My husband’s adoption was a closed adoption. Recently he contacted his birth mother hoping to have some questions answered. He has no real interest other than finding medical info and having some questions answered. He received no response.

He later found out that his adoptive mother had contacted his birth mother and his birth mother stated that she wanted no contact from my husband. She said no one knew about him and she would like to keep it that way.

Through information he has on his adoption papers, he found out he has an older brother.

He has now located his older brother and wants to speak with him and maybe have a relationship. Obviously this is something that his birth mother wanted to avoid.

Is it wrong to want to speak and have contact with him when his birth mother took such great efforts to keep him a secret?? Is this something he should do??

We live in a society where we enjoy free association. Adult persons are allowed to contact other adult persons, free from hindrance, unless there is a restraining order in place. Since there is no such order, your husband and his brother are free to contact one another and even have a relationship if they so choose, just like any other free adults in our society. Since when do adults need parental approval to do so? Are adopted citizens somehow still considered children, without full adult rights?

If his first mother chose to keep a secret, that’s her problem. She has no legal or ethical right to control someone else’s contacts/relationships simply because it may prove inconvenient to her. He’s not asking for a relationship her. He’s making contact with someone other than her.

5 Responses to “Contacting a Sibling?”

  1. Just a Mom (RIP Teresa) on February 27th, 2010 at 5:09 am

    I absolutely hope that your husband can have a relationship with his brother. I am very pro-sibling and have a sibling group of 7.

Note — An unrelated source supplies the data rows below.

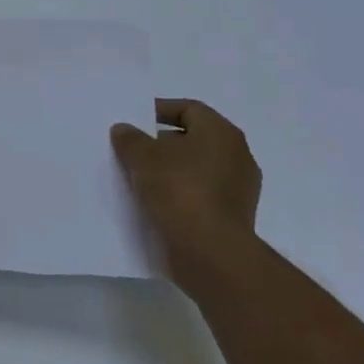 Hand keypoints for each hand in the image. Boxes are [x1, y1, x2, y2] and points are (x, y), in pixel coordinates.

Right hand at [111, 98, 262, 277]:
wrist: (211, 254)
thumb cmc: (180, 192)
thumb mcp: (143, 158)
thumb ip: (130, 139)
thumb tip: (124, 130)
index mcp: (221, 133)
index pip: (188, 109)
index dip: (159, 110)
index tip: (134, 120)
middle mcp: (237, 156)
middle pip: (193, 139)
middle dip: (161, 143)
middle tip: (132, 151)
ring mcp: (239, 189)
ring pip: (197, 169)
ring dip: (170, 171)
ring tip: (139, 179)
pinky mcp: (234, 218)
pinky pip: (201, 195)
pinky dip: (180, 195)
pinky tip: (156, 204)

    The worse that could happen is for the brother to reject him as his first mother has. It would be sad, yes, but at least he would know.
    References :

  2. First thing is to contact Birth mother again, telling her that your husband WILL, if she doesn’t co-operate, CONTACT the sibling. Then, from her get whatever information might be of value, such as health facts about her family, tendencies of cause of death, ages at death, what diseases prevail in her family and that of the Natural Father, too would be great things to know, if she actually has the information. It may well be that she didn’t even know the natural father. But, in any case, with the threat of letting her family know about your husband’s very existence, she MIGHT be a LOT MORE cooperative. If she balks, just let her know that you already HAVE the siblings contact info and that if she doesn’t cooperate, contact WILL BE INITIATED ASAP.
    Then, when you have all the information that she’s able to produce, contact the sibling, anyway. He/she may not have anything to add, they might not accept your husband either, but it’s likely you’ll still have important medical histories that ‘could’ come in very handy for your own future together.
    The eventual sibling contact is something that is personal between siblings and really none of the Mother’s business. If she didn’t tell her family, that’s her problem.. It shouldn’t be the criteria for your husband’s decision. If he wants to make contact with anyone in the Birth mother’s family, it’s HIS BUSINESS.
    References :
    just seems the logical thing to do

  3. We live in a society where we enjoy free association. Adult persons are allowed to contact other adult persons, free from hindrance, unless there is a restraining order in place. Since there is no such order, your husband and his brother are free to contact one another and even have a relationship if they so choose, just like any other free adults in our society. Since when do adults need parental approval to do so? Are adopted citizens somehow still considered children, without full adult rights?

    If his first mother chose to keep a secret, that’s her problem. She has no legal or ethical right to control someone else’s contacts/relationships simply because it may prove inconvenient to her. He’s not asking for a relationship her. He’s making contact with someone other than her.
    References :
    Happily reunited adopted citizen.
    Keeping secrets is foolish and backfires.

  4. me 2 im pro-sibling =]]]]
    References :

  5. Since your husband is now a grown man he can do whatever he feels is the right thing to do. My daughter is 9 and her biological sister is 11. We have an open adoption so my situation is different from your husband’s. What I can tell you is those girls have a very strong pull toward each other.

    My answer is yes, this is something he should do if he wants to.